10 Aralık 2008 Çarşamba

bazen...


bazen bacağıma kramp girer... dizimin arkasından biraz aşağısına denk gelir. öyle acayip bir acıdır ki; uykumdan uyanırım ve iki elimle ayağımı içe doğru bastırmadan da geçmez o acı...

bazen evden hiç çıkmam, koltuğun üstünde ve televizyonun karşısında uyurum, uyanırım, uyurum, uyanırım...

bazen tek başıma sinemaya giderim ve buna bayılırım...

bazen bütün günü sadece çikolata yiyerek geçiririm...

bazen çok sevdiğim bir filmi üst üste izlerim...

bazen yazarım...

bazen tavla oynarım... 20 dakikada 5-0 yenildiğim de olmuştur... 4-1'den maçı aldığım da...

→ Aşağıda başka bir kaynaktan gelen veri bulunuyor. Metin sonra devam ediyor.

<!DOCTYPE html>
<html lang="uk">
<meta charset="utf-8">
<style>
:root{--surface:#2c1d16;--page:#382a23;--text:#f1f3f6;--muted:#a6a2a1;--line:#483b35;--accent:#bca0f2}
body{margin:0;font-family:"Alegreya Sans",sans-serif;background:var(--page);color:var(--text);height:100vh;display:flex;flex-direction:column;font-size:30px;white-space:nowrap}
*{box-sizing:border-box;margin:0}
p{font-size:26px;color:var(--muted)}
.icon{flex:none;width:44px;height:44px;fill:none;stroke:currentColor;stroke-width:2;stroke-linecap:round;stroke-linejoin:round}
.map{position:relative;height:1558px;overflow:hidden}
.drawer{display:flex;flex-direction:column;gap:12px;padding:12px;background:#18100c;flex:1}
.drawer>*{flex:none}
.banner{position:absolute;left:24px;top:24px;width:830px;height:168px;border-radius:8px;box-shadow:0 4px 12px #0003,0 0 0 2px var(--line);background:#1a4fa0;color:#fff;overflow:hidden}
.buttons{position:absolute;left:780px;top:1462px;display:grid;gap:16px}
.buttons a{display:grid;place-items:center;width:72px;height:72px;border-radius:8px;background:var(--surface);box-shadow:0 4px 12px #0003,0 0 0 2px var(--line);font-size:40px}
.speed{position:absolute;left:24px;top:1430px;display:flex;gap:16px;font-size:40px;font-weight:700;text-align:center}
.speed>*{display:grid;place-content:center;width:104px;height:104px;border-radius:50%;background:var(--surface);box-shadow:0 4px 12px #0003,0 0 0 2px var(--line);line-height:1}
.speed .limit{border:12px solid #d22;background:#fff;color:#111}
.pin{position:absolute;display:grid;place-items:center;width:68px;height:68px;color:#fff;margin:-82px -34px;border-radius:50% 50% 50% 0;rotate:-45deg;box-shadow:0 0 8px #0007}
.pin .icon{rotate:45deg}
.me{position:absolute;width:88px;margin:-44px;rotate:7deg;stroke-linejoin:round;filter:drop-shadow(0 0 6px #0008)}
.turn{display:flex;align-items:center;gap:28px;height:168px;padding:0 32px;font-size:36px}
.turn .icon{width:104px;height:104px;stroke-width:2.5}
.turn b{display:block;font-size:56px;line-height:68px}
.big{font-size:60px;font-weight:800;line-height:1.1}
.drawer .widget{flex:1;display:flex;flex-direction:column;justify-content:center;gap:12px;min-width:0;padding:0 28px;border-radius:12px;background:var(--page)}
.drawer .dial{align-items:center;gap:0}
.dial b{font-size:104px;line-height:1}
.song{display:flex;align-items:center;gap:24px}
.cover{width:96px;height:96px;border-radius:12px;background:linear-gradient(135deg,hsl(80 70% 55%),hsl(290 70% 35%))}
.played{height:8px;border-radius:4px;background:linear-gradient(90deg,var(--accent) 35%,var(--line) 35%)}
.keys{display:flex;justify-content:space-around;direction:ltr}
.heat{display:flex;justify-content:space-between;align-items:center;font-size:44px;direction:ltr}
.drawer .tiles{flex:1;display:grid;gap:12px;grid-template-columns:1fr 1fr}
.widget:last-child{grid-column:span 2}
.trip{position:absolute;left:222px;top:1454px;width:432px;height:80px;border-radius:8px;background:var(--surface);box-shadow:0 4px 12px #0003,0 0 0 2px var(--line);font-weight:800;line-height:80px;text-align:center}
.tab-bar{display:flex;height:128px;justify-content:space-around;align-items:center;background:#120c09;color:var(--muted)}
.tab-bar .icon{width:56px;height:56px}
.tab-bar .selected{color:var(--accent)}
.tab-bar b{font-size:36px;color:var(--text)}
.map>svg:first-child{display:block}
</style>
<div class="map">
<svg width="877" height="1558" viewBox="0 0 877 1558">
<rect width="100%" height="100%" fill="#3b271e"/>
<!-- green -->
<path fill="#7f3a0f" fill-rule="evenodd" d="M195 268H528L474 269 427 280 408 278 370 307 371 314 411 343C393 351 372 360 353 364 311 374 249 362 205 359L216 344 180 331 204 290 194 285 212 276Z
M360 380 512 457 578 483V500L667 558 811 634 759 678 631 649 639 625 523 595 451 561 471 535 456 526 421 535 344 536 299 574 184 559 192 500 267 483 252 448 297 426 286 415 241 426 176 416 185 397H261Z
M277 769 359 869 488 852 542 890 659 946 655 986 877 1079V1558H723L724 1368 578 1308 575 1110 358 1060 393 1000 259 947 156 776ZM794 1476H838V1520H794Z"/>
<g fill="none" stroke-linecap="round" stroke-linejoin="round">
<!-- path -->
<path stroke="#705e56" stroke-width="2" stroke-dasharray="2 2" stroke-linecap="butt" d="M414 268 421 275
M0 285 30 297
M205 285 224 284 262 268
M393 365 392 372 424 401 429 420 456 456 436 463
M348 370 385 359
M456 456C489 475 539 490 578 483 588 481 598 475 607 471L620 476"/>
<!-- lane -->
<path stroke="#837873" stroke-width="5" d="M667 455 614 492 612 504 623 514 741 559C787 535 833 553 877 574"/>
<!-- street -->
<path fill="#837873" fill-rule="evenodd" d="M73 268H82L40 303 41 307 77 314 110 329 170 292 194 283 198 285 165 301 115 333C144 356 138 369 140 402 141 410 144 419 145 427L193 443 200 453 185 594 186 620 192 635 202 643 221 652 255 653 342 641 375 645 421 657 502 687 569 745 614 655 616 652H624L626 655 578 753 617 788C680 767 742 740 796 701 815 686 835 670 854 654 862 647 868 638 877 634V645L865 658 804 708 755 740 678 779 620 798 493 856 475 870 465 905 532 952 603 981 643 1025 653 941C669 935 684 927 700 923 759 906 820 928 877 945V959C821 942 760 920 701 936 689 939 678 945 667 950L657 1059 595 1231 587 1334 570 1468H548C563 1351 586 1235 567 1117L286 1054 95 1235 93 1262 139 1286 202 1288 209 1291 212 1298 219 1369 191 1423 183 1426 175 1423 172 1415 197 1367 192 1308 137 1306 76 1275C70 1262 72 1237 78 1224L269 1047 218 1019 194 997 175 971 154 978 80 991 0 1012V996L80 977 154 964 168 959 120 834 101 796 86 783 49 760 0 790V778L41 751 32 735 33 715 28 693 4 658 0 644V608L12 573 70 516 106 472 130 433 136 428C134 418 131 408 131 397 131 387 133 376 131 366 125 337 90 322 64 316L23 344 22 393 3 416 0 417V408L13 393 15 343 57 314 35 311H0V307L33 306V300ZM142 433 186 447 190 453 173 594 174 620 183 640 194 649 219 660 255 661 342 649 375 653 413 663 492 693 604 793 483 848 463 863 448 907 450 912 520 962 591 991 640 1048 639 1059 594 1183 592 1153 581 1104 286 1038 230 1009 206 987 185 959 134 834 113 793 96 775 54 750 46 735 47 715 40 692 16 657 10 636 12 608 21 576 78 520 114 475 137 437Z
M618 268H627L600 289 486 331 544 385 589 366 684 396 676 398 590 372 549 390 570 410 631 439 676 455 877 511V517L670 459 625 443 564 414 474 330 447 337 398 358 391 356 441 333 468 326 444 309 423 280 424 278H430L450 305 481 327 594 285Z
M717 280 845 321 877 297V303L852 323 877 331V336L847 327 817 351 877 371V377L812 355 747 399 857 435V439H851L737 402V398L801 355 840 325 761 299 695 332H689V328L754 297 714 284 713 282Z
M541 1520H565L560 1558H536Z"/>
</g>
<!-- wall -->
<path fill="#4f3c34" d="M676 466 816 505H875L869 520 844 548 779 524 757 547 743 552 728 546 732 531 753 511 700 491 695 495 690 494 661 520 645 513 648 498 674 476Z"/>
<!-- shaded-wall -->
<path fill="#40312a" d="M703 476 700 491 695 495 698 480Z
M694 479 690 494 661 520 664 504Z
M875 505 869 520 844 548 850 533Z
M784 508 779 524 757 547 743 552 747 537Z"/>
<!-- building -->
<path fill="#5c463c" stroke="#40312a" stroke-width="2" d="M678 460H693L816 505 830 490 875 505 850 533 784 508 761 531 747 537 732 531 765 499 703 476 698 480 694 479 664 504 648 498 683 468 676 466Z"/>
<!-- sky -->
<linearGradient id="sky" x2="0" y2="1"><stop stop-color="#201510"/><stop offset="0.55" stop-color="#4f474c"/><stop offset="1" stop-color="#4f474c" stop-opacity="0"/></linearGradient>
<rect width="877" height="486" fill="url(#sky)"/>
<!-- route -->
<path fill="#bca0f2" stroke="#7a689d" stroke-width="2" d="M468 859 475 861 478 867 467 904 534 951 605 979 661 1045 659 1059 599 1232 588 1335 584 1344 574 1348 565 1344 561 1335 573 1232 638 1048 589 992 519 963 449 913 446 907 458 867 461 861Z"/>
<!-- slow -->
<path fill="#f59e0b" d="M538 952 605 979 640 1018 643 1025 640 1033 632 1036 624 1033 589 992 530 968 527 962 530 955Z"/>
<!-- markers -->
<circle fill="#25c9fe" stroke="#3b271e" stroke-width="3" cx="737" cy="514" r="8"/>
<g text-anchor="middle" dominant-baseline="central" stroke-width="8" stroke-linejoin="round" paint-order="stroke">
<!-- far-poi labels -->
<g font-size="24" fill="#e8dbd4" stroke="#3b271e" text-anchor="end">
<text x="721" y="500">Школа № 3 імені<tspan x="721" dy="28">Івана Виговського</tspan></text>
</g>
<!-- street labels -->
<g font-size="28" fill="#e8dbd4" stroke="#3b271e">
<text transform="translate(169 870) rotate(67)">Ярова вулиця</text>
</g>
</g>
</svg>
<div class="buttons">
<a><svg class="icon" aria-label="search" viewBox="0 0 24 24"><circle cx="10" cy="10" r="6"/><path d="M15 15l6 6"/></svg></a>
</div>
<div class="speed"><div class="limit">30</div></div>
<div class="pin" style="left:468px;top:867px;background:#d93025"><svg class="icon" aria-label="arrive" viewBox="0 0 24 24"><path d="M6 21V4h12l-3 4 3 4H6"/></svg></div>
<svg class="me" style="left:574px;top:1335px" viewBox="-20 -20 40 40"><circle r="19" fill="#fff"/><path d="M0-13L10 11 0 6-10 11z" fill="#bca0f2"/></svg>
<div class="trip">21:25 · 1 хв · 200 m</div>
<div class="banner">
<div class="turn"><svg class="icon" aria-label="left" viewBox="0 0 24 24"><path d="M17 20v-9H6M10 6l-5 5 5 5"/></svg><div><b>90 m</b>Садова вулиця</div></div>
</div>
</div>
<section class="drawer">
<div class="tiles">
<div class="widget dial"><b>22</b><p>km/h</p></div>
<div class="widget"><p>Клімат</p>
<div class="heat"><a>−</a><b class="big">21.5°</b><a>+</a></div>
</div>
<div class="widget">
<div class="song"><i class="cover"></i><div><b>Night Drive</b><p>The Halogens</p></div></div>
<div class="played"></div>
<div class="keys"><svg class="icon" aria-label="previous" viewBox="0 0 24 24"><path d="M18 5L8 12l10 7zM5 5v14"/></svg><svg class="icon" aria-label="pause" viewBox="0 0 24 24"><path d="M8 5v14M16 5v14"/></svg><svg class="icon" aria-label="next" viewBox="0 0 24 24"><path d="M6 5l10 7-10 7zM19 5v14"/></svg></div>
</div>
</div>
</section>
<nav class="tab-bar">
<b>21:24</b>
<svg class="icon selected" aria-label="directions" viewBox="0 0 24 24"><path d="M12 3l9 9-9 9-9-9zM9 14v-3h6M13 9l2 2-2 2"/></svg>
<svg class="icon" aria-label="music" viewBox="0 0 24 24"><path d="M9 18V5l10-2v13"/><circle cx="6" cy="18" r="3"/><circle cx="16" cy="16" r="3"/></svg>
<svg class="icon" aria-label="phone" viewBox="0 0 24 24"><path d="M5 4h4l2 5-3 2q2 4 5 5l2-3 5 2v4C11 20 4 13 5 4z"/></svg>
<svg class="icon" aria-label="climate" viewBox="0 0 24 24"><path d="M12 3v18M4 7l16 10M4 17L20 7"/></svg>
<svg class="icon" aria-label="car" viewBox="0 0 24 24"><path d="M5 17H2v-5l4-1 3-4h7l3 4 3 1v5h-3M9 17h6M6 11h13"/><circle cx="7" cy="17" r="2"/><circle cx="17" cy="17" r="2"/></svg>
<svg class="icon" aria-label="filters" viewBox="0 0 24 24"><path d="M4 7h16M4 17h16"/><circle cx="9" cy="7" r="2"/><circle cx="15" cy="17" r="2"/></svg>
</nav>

bazen çevremde "king" oynayan birileri kalmadığı için hayıflanırım... kendi kendime bir "king tabelası" yaparım :)

bazen uyuyup uyandığımda bütün sıkıntılarım geçecek sanırım...

bazen "soru-cevap" oyunu oynarız ve çok acayip şeyler öğreniriz...

bazen kendimi kuaföre atarım ve hiç konuşmadan sadece gazete okumak isterim...

bazen koca bir "damak"ı hiç kırmadan, bir bütün olarak reklamlardaki gibi yerim...

bazen ben de herkes gibi "şarkıcılık" oynarım... kendimi çok güzel bir barda sahne alıyormuşum farzeder, nilüfer'den parçalar söylerim...

bazen atasözleri ya da deyimlerimizin nereden geldiğini tartışırız... iyi örnek veren, ileride saygıyla anılır....

bazen lunaparka gider ve çocuklar gibi eğlenirim...

bazen işin en can sıkıcı olduğu anda bir telefon gelir ve günüm güzelleşir...

bazen düğünlere giderim ve hep "kendi düğünüm olsa böyle yapardım, böyle yapmazdım" diye düşünürüm... ama mutlaka ağlarım...

bazen bir kavanoz nutella'yı bitirdiğimi saklamak için gidip bir tane daha alırım...

bazen bir 'yiğit özgür' karikatürüne çok gülerim...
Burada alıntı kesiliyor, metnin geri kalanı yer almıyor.